### INFORMATION
- - -

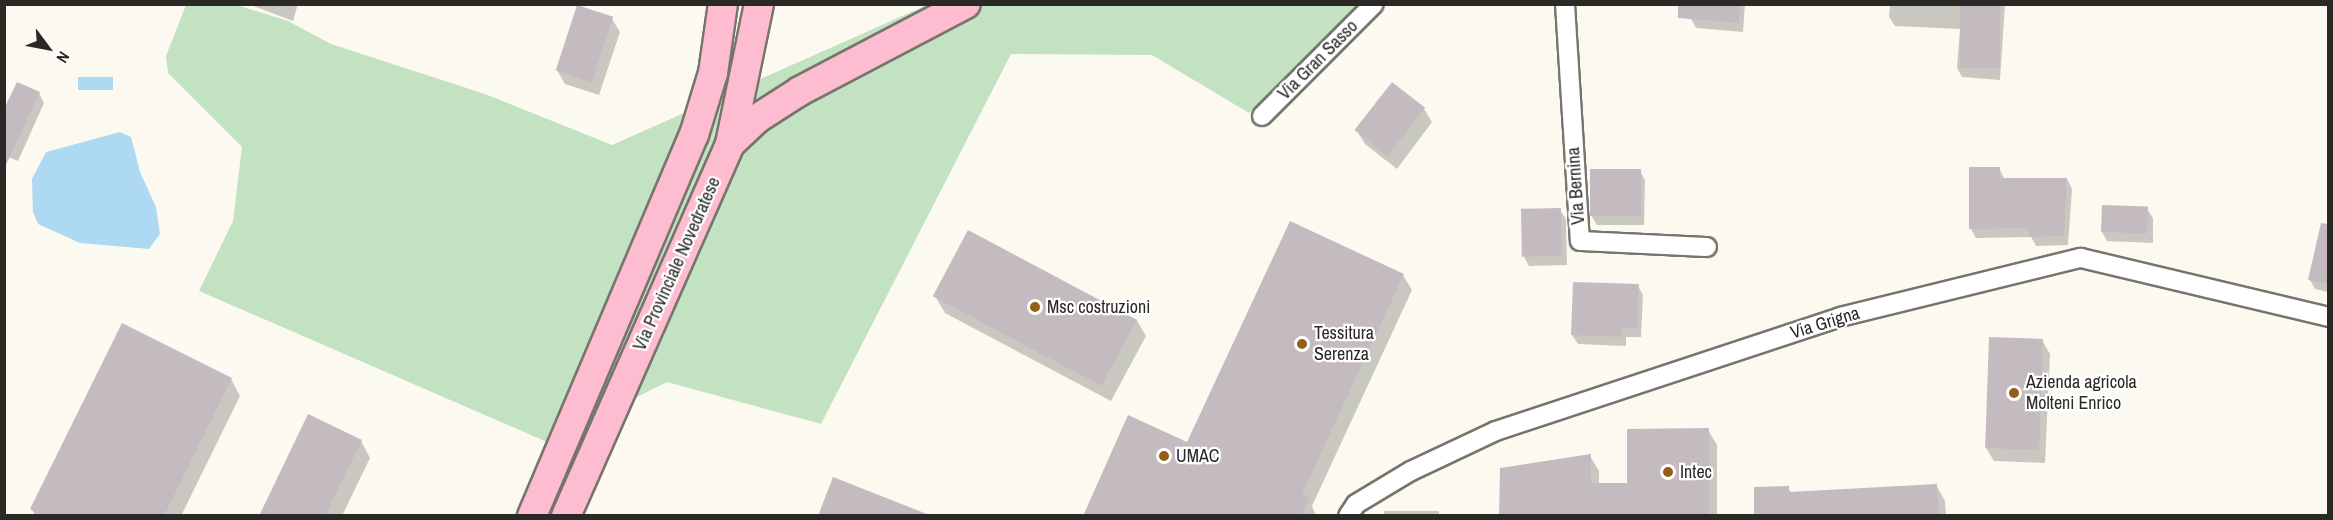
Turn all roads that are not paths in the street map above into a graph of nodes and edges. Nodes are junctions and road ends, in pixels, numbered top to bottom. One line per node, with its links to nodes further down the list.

- - -

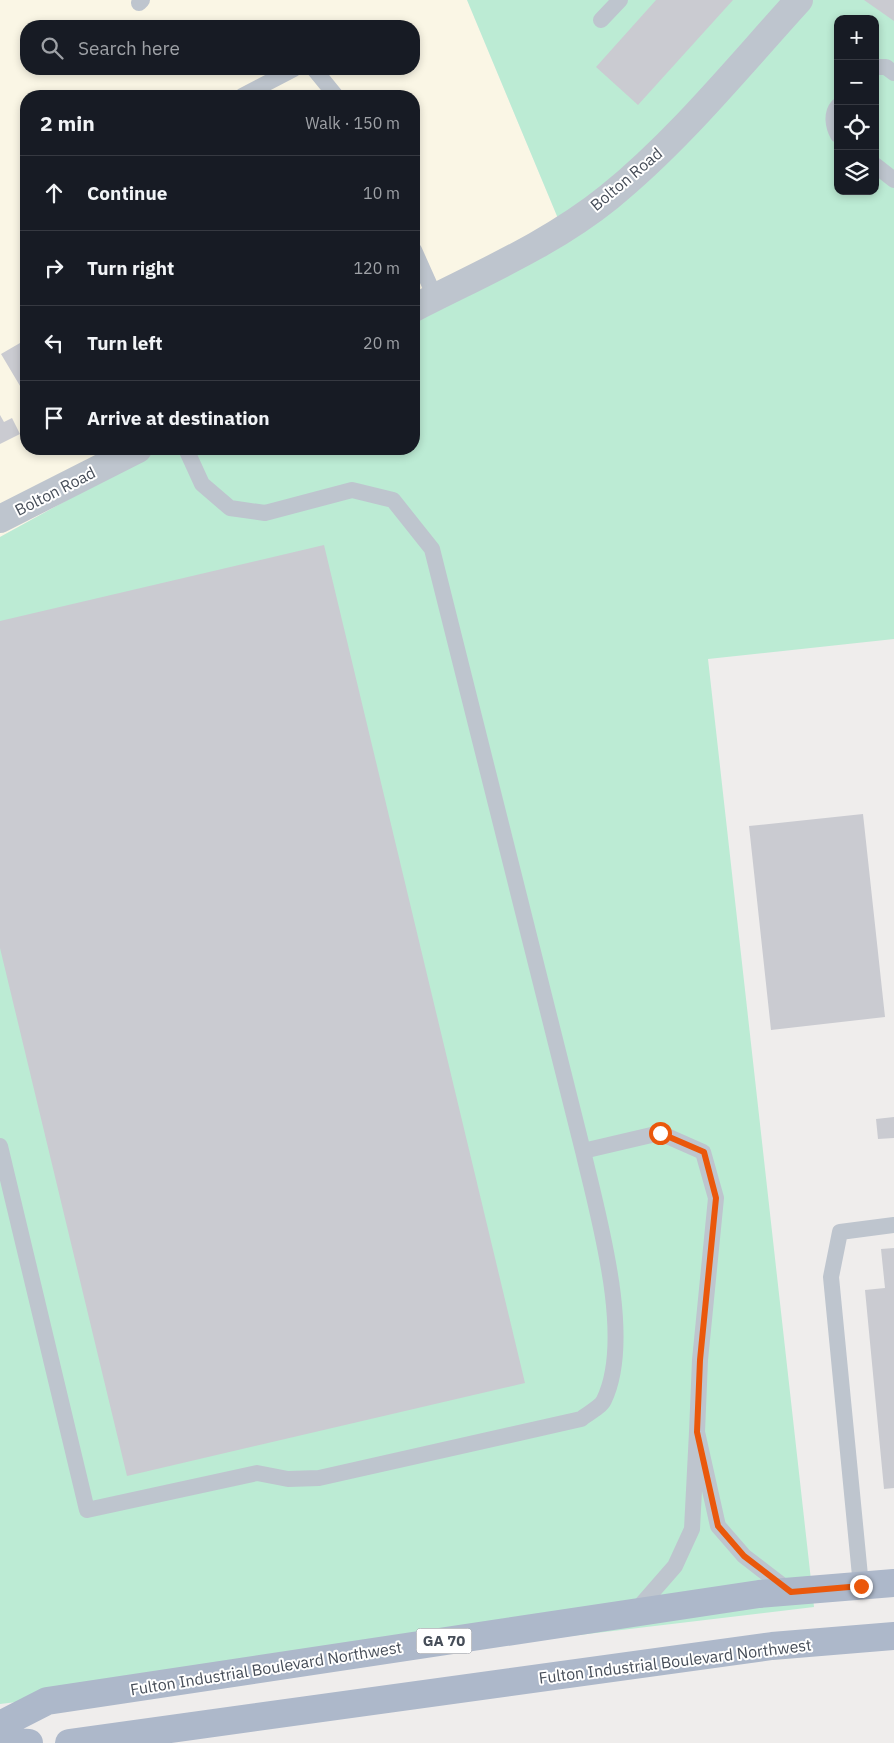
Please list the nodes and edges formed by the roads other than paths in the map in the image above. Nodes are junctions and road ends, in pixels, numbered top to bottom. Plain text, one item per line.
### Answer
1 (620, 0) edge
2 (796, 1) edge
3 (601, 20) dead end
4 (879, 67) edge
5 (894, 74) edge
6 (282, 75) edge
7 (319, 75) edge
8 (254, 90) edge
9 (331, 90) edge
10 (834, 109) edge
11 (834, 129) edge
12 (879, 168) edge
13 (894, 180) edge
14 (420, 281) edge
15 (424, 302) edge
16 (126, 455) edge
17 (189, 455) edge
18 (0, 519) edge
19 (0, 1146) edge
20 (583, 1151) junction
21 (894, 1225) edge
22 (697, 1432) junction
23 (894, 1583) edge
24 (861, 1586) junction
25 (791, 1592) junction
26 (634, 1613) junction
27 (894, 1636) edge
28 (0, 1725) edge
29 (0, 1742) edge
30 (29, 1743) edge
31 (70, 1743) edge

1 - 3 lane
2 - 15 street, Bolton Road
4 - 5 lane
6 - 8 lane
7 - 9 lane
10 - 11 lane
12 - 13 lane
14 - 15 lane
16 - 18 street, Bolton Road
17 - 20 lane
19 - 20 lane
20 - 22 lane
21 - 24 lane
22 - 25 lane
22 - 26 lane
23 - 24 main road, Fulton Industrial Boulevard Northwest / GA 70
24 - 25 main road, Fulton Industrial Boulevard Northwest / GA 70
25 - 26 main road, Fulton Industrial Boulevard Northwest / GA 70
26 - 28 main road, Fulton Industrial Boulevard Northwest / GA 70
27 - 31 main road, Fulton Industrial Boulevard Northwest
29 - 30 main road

- - -

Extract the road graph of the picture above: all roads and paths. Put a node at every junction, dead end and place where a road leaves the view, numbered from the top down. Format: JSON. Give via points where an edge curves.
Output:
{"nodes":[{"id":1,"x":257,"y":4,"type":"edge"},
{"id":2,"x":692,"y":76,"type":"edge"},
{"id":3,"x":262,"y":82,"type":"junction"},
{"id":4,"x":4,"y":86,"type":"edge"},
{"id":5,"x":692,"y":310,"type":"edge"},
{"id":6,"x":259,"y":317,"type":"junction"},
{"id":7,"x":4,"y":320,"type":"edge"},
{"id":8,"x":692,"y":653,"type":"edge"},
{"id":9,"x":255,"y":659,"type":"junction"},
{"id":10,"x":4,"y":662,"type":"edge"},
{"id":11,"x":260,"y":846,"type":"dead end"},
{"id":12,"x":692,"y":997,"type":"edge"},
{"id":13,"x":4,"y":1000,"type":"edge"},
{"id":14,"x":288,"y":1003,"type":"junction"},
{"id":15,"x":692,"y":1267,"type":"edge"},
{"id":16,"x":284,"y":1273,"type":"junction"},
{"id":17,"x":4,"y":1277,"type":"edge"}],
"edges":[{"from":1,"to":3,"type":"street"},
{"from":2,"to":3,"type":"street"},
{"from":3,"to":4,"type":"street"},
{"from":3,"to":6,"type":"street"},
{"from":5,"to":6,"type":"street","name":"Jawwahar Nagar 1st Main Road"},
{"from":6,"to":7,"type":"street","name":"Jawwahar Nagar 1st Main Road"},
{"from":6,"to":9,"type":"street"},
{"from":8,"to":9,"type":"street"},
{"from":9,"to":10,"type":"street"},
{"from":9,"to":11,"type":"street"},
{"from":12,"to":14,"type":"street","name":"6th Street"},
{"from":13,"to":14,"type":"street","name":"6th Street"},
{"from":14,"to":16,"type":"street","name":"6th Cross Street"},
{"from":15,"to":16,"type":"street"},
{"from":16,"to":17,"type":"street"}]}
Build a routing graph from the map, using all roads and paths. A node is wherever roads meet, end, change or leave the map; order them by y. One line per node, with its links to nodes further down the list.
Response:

- - -

### TASK DETAILS
In the records above, collect each line with "bottom".

### SOLVED EXERCISE
Turn all roads that are not paths in the street map above into a graph of nodes and edges. Nodes are junctions and road ends, in pixels, numbered top to bottom. One line per node, with its links to nodes further down the list.
Please list the nodes and edges formed by the roads other than paths in the map in the image above. Nodes are junctions and road ends, in pixels, numbered top to bottom. Plain text, one item per line.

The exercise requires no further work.